Fire department's troubles lead Ky. county executive to declare state of emergency
The order comes after the state fire commission said it would no longer recognize the Stinking Creek Fire Department as a fire department
The Times-Tribune, Corbin, Ky.
KNOX COUNTY, Ky. — A Knox County fire department, currently being investigated by multiple agencies that includes the Kentucky State Fire Commission, found itself as the subject of a local state of emergency signed by Knox County Judge-Executive Mike Mitchell on Tuesday.
The declaration comes after Mitchell's office received official notification stating the Kentucky State Fire Commission no longer recognized the Stinking Creek Fire Department as being a fire department.
And while the county's fiscal court has no power on regulating the day-to-day operations of local volunteer fire departments — they're regulated by the fire commission and Kentucky state law — Mitchell said the executive order was a result of the court's obligation in ensuring the public safety of Knox County residents.
"Whenever they failed to recognize them as a fire department, then that really threw the burden on us to make arrangements on making sure that those residents of the Stinking Creek area are protected," Judge Mitchell told the Times-Tribune.
Mitchell said issues surrounding the fire department began three or four months ago after Charles Freeland became its chief.
"He really wasn't able to do that under the KRS (Kentucky Revised Statues), but he sidestepped and went around that by entering into a contract as being a paid chief instead of a volunteer fire department chief," noted Mitchell. "This has all come down to mismanagement and lack of experience in knowing how to run a fire department."
"Within a few short months here, he took over an operating fire department that was functional and he's turned it into a dysfunctional, non-operating department," Mitchell later added.
As a result of no longer being recognized by the fire commission and the executive order, Mitchell said the Stinking Creek Fire Department's members no longer received workers' compensation coverage.
"They have no boundary or area to protect when this order came down," he explained. "They're no longer eligible to receive any funding. Their trucks are not allowed to use the official tags on public highways. They can't use lights or sirens."
The department's firefighters are no longer CDL (Commercial Driver's License) exempt, which prevents them from driving the department's firetrucks without having first obtained a CDL.
"It basically left them rendered as nonfunctional," Mitchell said.
Bruce Roberts, Division Director with the Kentucky Fire Commission, did confirm that technically those who volunteered with Stinking Creek Fire Department could take it upon themselves to respond to emergencies in the area.
However, even if they were to navigate around all of the aforementioned stipulations, responding may prove difficult as Mitchell said he has instructed the Knox County 911 dispatch to direct all callouts within the Stinking Creek community to the East Knox Fire Department.

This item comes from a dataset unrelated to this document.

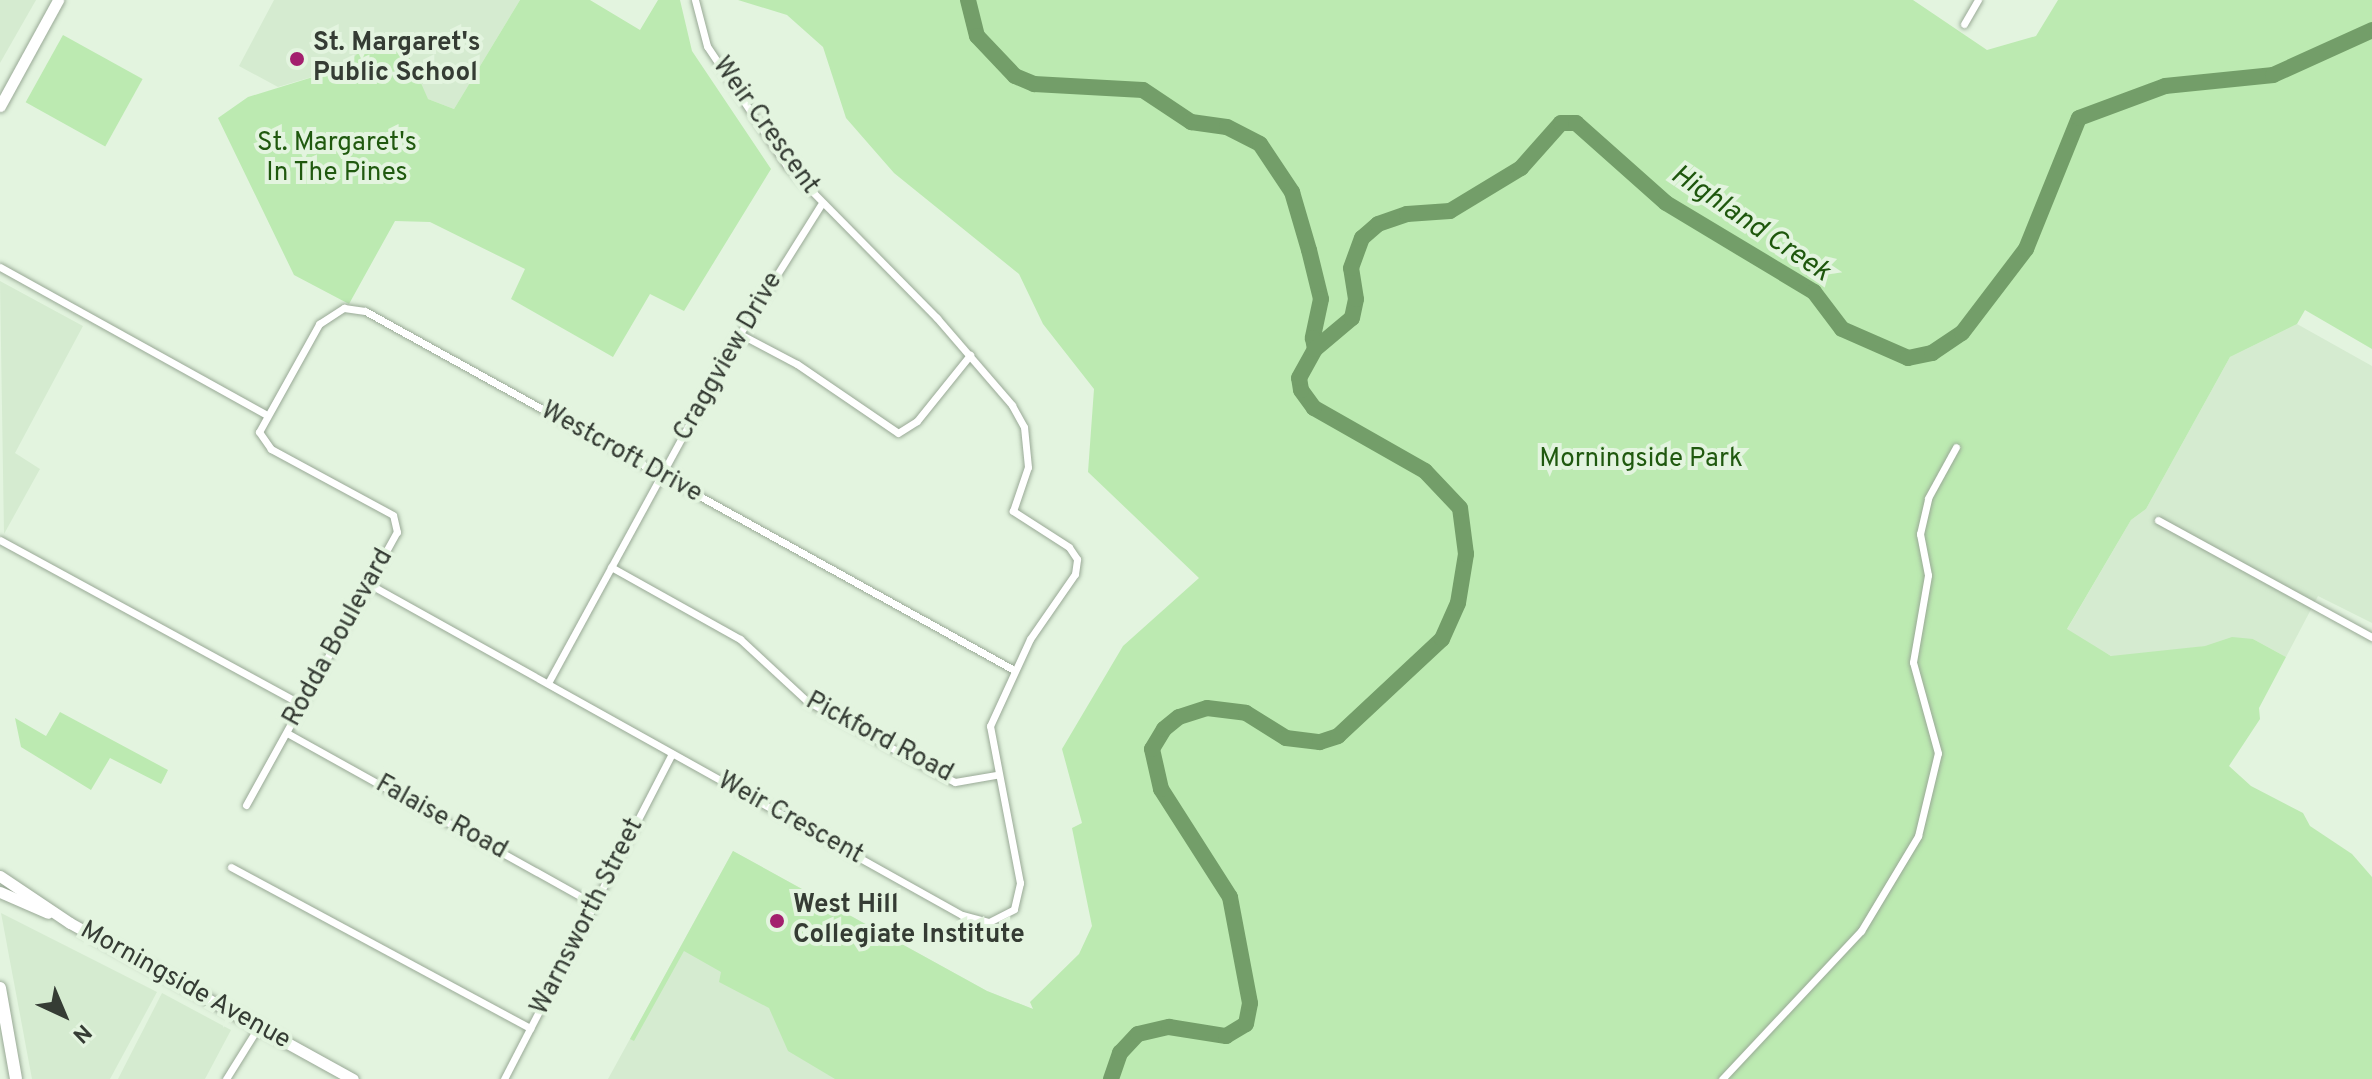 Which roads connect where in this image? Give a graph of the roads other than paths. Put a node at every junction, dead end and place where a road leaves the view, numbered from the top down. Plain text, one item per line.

Mitchell's declaration states that the East Knox Fire Department shall direct all operations within the existing Stinking Creek Fire Department coverage area. Before signing the executive order, Mitchell said he reached out to the East Knox Fire Department, which is located 6.5 miles from the Stinking Creek Fire Department, and asked if they would be willing to cover the Stinking Creek coverage area.

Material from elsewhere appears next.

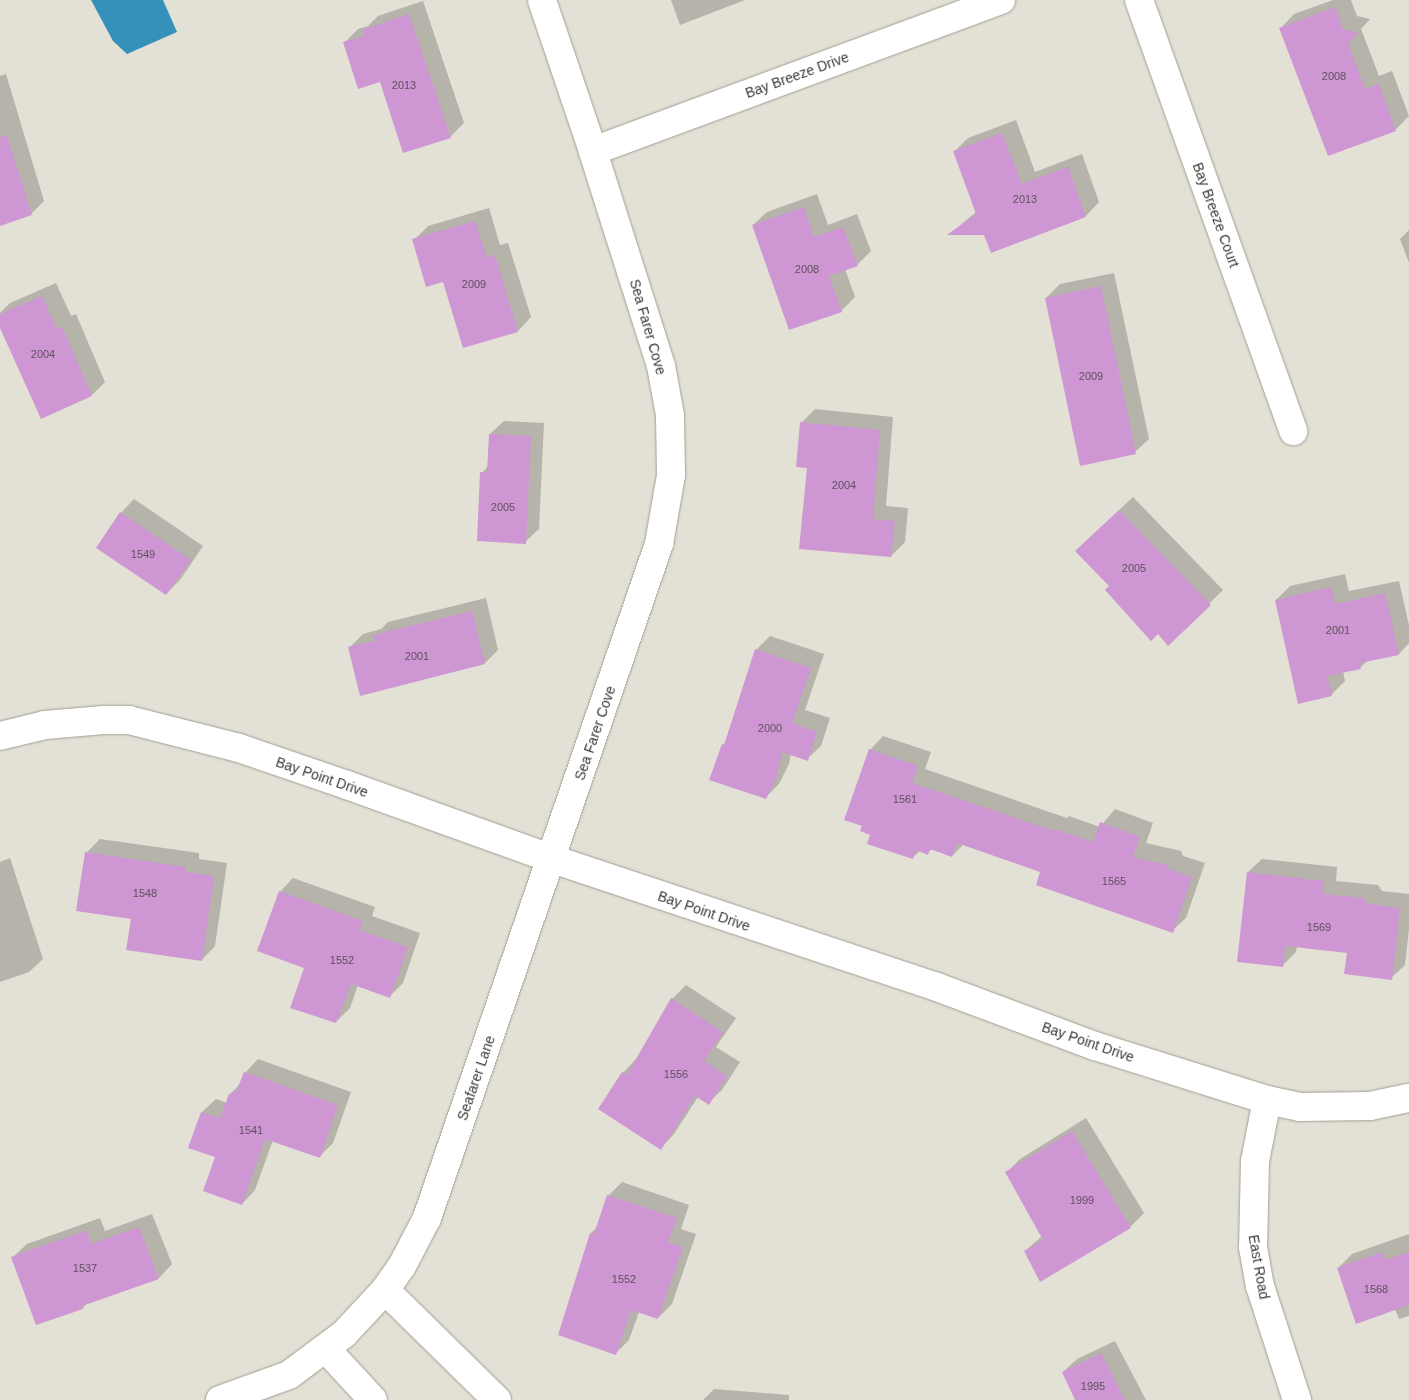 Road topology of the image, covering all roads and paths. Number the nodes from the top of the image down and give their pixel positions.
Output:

"This is a big responsibility for them to take on," Mitchell said on East Knox. "They didn't really have to. I asked them if they would be willing to do this and they are. It's going to be very demanding on them."
Judge Mitchell explained that each volunteer fire department in Knox County receives mutual aid from other county fire departments, should they request it. He said he's been in contact with firefighters from other departments all across Knox County who have confirmed they would offer assistance to the East Knox Fire Department when responding to an emergency in the Stinking Creek area.
"People in Knox County will help each other," Mitchell said. "We've got so many good firefighters within this county, I'd put them up against anybody in our region. I think they're the best," he continued. "They've come to the aid of other districts in the past and they will continue to do so. I admire them for that."
Mitchell is hopeful that it won't take long for the multi-agency investigation to to run its course. He's also optimistic that once it is, the county will be able to reestablish the Stinking Creek Fire Department under new leadership, but said the county was set up to "go the distance" on managing the situation until that occurred.
"This fire department has been scrutinized and compromised to the point to where it's non-existing anymore," Mitchell said. "What will have to happen to make this fire department whole again is, is number one you've got to have fire personnel."
Mitchell and his team are already working on that. He's been in contact with several former members of the fire department and is compiling a list for the day the county is able to reestablish the fire department. He noted that Freeland had removed most of them from the fire department after taking over.
"You've also got to have the support within the community to get involved and make sure their fire department is operating and doing the right things," Mitchell later added on reestablishing the fire department.
"I think that's possible. It can be done, because I know that there are a lot of people willing to step up and help," he said. "That's just the way eastern Kentucky people are."
The Times-Tribune has reached out to the Kentucky State Fire Commission regarding the specifics of their investigation into the Stinking Creek Fire Department. We have received word that our inquiry has been forwarded to the commission's legal representatives. We will provide updates as they are provided to us.